広間にどよめきが広がり、皆が口々に容体について尋ねる。だが手紙には怪我をした、としか書いておらず、それ以上は確かめる術もない。

ただ、ゴートロートをそんな目に遭わせたのは皇室の人間だと書いてあった。


動揺する皆の前でシャールは毅然と立っていた。本当ならおかしくなるくらい取り乱して泣き叫んでいただろう。だが、シャールを冷静にさせたのは父からの手紙の最後にあったメッセージだった。


『戻りたければ王都に戻ってもいい』


それはシャールにゴートロートの仇を討つ権利が与えられたということだ。

そして多分、王都で大きな事が起こっている。自分が辺境の自然の中でのうのうと暮らしている間に。

それが歯痒くてたまらなかった。


「シャール様」


シャールの心情を慮ってヤンが側に来てくれた。けれどシャールの真っ直ぐな視線と伸びた背中を見て全てを悟った。


「シャール様、お供します」


ゴートロート以外には折ったことのない膝を折り、ヤンが忠誠を誓う。


「ありがとうヤン。心強いよ」


それを受け入れて微笑むシャールの表情は強く決意に満ちていた。





早速翌日、シャールとヤンは城を離れ王都を目指すことになった。

三日の行程を一日半に短縮する厳しい旅になるのでマロルーとアミルは後日あとを追うことになった。


「行ってきます」


「お気をつけて」


「大丈夫。二人はゆっくり来てね」


別れの挨拶もそこそこに馬車は悪路を走る。途中で馬を変えて休みなく走るため、揺れる馬車の中で眠ることになるがシャールは平気だった。

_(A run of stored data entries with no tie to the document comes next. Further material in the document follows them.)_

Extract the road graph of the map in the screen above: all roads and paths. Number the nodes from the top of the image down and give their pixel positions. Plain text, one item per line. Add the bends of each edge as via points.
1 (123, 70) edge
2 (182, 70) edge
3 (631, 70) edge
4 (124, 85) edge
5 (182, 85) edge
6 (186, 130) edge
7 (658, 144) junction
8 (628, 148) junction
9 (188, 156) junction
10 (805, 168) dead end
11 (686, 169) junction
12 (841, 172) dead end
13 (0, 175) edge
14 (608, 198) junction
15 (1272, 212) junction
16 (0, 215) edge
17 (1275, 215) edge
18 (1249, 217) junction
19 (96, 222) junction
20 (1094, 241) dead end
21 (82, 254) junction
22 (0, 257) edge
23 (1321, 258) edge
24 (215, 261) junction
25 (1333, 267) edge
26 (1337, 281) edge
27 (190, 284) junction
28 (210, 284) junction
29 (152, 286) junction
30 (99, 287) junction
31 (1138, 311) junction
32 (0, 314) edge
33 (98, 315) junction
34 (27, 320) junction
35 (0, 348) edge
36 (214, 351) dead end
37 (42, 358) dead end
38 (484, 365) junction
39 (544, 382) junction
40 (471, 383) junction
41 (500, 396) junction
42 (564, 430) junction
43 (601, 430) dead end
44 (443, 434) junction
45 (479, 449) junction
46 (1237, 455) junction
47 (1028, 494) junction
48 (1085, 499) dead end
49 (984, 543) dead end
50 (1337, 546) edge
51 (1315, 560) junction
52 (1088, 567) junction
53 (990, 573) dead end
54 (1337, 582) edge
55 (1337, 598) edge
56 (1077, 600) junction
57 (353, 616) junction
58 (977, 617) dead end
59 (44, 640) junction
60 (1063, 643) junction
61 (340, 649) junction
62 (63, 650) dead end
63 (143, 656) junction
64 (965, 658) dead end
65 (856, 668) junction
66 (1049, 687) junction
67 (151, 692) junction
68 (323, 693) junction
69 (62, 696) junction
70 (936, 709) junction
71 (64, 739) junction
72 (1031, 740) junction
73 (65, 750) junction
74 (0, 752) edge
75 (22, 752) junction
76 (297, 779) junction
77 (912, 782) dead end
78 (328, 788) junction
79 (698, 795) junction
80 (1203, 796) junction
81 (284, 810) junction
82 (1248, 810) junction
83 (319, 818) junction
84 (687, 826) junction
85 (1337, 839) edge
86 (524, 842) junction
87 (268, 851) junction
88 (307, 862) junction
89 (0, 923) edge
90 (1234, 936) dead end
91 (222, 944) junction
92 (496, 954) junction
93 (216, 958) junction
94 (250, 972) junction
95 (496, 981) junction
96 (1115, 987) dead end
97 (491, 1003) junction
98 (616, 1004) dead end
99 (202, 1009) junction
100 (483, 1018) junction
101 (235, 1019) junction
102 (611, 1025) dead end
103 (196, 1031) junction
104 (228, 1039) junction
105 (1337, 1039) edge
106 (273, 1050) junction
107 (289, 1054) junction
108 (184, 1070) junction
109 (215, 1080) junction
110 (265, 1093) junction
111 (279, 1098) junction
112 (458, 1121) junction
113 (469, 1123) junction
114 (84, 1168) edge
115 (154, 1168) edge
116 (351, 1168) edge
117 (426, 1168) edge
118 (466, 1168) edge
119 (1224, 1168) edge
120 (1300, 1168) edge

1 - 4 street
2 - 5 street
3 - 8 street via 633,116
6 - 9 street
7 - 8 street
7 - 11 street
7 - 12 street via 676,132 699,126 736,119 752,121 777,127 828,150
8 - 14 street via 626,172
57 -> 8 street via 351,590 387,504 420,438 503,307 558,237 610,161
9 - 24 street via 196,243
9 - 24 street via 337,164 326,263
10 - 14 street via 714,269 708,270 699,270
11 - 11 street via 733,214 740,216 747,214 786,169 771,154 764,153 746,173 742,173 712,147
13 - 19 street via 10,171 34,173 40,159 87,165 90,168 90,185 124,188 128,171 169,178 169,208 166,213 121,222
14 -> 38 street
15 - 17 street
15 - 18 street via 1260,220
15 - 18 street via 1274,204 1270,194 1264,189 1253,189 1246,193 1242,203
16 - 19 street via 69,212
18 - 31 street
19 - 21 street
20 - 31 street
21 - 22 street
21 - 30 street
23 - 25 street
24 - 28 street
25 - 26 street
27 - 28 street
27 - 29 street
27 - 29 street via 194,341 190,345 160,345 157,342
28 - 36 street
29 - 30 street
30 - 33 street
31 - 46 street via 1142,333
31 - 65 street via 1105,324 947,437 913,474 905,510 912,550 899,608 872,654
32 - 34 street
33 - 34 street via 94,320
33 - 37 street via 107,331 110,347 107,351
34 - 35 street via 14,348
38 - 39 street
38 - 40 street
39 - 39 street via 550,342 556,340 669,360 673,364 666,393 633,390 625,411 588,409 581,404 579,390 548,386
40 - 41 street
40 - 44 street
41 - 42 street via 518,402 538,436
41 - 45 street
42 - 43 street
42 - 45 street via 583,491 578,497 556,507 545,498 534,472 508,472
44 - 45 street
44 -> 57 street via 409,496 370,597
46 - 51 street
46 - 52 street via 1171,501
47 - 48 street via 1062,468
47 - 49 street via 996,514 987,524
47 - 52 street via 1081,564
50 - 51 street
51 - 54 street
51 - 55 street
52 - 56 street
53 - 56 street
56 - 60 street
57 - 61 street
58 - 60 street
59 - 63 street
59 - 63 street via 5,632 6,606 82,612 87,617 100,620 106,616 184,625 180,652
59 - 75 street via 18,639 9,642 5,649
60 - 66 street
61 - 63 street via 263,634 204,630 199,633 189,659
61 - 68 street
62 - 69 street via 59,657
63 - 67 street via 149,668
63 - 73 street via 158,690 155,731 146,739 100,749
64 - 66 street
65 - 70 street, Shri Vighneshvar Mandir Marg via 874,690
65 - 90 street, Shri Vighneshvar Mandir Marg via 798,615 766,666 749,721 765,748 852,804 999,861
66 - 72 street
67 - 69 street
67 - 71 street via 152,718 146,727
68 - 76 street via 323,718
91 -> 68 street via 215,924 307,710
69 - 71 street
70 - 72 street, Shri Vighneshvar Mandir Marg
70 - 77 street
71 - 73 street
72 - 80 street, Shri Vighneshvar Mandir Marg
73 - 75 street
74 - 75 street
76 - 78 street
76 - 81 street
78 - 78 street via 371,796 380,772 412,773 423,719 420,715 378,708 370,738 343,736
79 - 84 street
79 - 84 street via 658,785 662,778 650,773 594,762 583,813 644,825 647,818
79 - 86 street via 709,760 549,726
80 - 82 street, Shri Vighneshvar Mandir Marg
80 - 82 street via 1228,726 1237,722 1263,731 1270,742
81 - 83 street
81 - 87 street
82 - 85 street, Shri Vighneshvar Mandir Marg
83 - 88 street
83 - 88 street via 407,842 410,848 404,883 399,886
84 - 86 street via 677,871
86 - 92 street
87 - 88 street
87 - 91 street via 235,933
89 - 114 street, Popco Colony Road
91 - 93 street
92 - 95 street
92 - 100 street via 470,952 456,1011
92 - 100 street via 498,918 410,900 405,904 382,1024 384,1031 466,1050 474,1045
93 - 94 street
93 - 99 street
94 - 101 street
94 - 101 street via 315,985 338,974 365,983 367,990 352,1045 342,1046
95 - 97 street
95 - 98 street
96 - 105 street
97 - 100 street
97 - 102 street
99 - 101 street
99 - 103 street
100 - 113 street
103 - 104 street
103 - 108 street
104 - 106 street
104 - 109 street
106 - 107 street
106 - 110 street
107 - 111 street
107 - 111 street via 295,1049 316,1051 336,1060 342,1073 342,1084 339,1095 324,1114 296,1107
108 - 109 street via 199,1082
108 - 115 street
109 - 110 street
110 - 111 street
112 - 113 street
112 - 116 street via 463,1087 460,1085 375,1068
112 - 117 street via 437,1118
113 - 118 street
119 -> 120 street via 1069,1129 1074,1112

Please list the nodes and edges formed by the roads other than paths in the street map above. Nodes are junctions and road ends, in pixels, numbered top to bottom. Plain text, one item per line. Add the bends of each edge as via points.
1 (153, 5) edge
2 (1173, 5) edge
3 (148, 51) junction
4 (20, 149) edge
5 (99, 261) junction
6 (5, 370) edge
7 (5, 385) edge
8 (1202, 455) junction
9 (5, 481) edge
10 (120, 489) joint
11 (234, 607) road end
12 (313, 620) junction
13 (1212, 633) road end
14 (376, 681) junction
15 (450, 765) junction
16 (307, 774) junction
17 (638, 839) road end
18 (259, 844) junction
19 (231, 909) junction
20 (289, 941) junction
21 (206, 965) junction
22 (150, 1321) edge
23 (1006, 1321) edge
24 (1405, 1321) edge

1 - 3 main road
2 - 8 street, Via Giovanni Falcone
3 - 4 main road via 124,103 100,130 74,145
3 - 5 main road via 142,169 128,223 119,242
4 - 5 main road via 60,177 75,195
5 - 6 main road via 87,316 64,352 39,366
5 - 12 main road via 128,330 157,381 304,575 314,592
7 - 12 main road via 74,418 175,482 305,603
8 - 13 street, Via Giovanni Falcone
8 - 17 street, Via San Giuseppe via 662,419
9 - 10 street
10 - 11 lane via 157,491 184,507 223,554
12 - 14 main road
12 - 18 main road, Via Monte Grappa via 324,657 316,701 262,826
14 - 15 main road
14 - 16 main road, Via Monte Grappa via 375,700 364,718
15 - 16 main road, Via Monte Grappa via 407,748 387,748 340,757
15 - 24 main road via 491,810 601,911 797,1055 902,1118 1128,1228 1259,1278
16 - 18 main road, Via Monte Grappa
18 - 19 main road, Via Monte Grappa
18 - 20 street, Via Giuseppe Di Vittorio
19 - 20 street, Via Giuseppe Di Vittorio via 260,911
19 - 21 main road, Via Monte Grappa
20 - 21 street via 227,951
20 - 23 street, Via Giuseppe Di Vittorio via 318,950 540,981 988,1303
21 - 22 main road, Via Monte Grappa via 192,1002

「まずは状況を把握したい。僕だけ蚊帳の外だっただろうから何も知らないんだ」


勿論それは大人たちの優しさと配慮だと知っている。けれどもうシャールは子供ではない。


「では現時点で俺が知ってることだけでも話をします」


セスはそう言ってアルジャーノンのことも話してくれた。


「早く知りたかった。無駄に嫌われたのかななんて思っちゃったよ。その方が僕が可哀想だと思わない?」


シャールの正論にヤンは頭をかくばかりだ。


岩と山ばかりの土地を抜けた後は山と畑ばかりの土地を抜ける。そして畑と店が多くなってくるとあと半日もあれば王都に着く。


「懐かしい……」


シャールは暖かい風と市場の食べ物の匂い、それに香水屋の花の香りを楽しんだ。


「シャール様、顔を出さないでください。死んだと思われていた人が顔を見せたらみんなびっくりしますよ」


「あー確かにね。まあこれから驚かせちゃうことになるよね」


「まったく。人ごとみたいに」


「確かにね」


「それより早くお祖父様に会いたい。どの程度の怪我なんだろう」


「分かりませんが軽いと信じてます」


「そうだよね。僕が先に様子を見てくるからヤンは少し待ってて」


「はい、旦那様をよろしくお願いします」


そして二日目の昼過ぎにシャールとヤンはミットフォード公爵邸の門を潜った。





「ただいま!お祖父様はどこ?!」


ドアを自分でバンと開けてシャールは屋敷に飛び込んだ。

エントランスの階段を雑巾拭きしていたメイドが驚いて叫び声を上げる。


「シャ……シャール様?!?!」


「ええっ?!幽霊?!」


「たすけて!!」


邸内は阿鼻叫喚だ。


なに?僕が生きてるって邸の人達くらいには教えておいて欲しかった。


「生きてるよ!それよりゴートロート公は……」


「二階の客間にいらっしゃいます」


それだけ聞くとシャールは階段を駆け上がりドアの前まで走った。そして深呼吸して小さくノックする。


「はい……え?シャール?」


看病をしていたリリーナが驚いて言葉をなくした。あれ?父上は母上にも僕が帰ること言ってなかったの?


「ただいま戻りました」


「ああシャール!会いたかった!いえ、今はそれよりゴートロート様の手を握ってあげて」


シャールは泣きすぎて目が腫れているリリーナの隣でゴートロートの顔を覗き込んだ。


「お祖父様……」


顔色がとても悪く、呼吸も苦しそうだ。

リリーナの説明では怪我の範囲こそ広くは無いものの、深くまで刃物が入ったようで臓器を傷付けているという。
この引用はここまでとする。